I participate in a weekly group seminar. It’s usually run by Breck, but since his heart attack, his friend Alan, who is also a coach/consultant, has been leading the group. The group is basically an ongoing group conversation about where each of us is struggling, having trouble moving forward, stuck in a pattern, etc. Breck, Alan and other group members help us to recognize self-defeating behaviors or patterns that we can’t see for ourselves.
Last night, we talked about what attributes we act like we have but really don’t. The idea is that once you discover you don’t have a quality, it can actually be a relief because then you are not required to be effective in that area. You can look to others for assistance or create structures to take care of you.
My husband came up with “reliable”. He acts like he can be counted on to remember things or to execute consistently, when he’s actually easily distracted or derailed. That works well for our dynamic because I am generally reliable, so if I can assist him in remembering things without (A) feeling like he let me down/doesn’t care, or (B) making him feeling offended or defensive, then we can actually take advantage of our complementary qualities.
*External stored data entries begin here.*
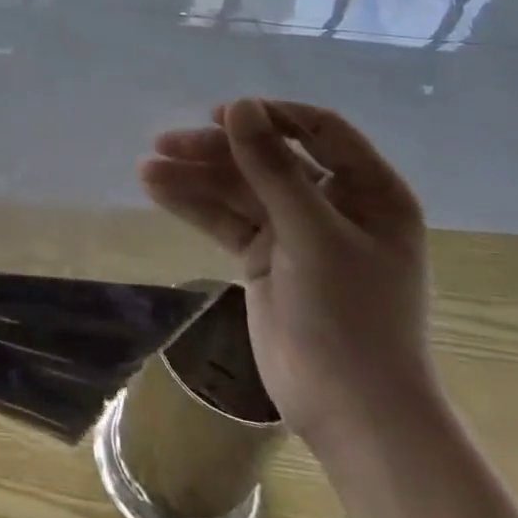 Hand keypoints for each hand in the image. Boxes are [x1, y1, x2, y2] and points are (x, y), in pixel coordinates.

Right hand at [138, 98, 435, 450]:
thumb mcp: (313, 234)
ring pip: (239, 188)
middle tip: (166, 143)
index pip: (319, 131)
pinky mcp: (265, 258)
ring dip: (195, 176)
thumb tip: (239, 105)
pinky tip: (156, 189)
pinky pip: (226, 219)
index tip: (221, 115)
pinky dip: (194, 204)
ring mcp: (297, 233)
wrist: (352, 412)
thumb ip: (272, 168)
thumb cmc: (351, 316)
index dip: (270, 117)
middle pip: (268, 158)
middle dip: (217, 150)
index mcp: (370, 193)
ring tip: (147, 169)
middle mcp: (334, 205)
When it was my turn to share, I couldn’t come up with an answer. Alan suggested that the attribute that I pretend I to have is “everything” (ugh. really? everything?). Basically, I think I have to be great in every category, rather than recognizing that I have my own unique set of qualities/attributes. When I complained that my “attribute” was harder to let go of than other people’s, Alan pointed out that the only reason I would be comparing my attribute to others is because I was trying to be great even at the exercise itself.
Today I will be bringing my attention to all the different places where I think I have to excel (i.e., everywhere).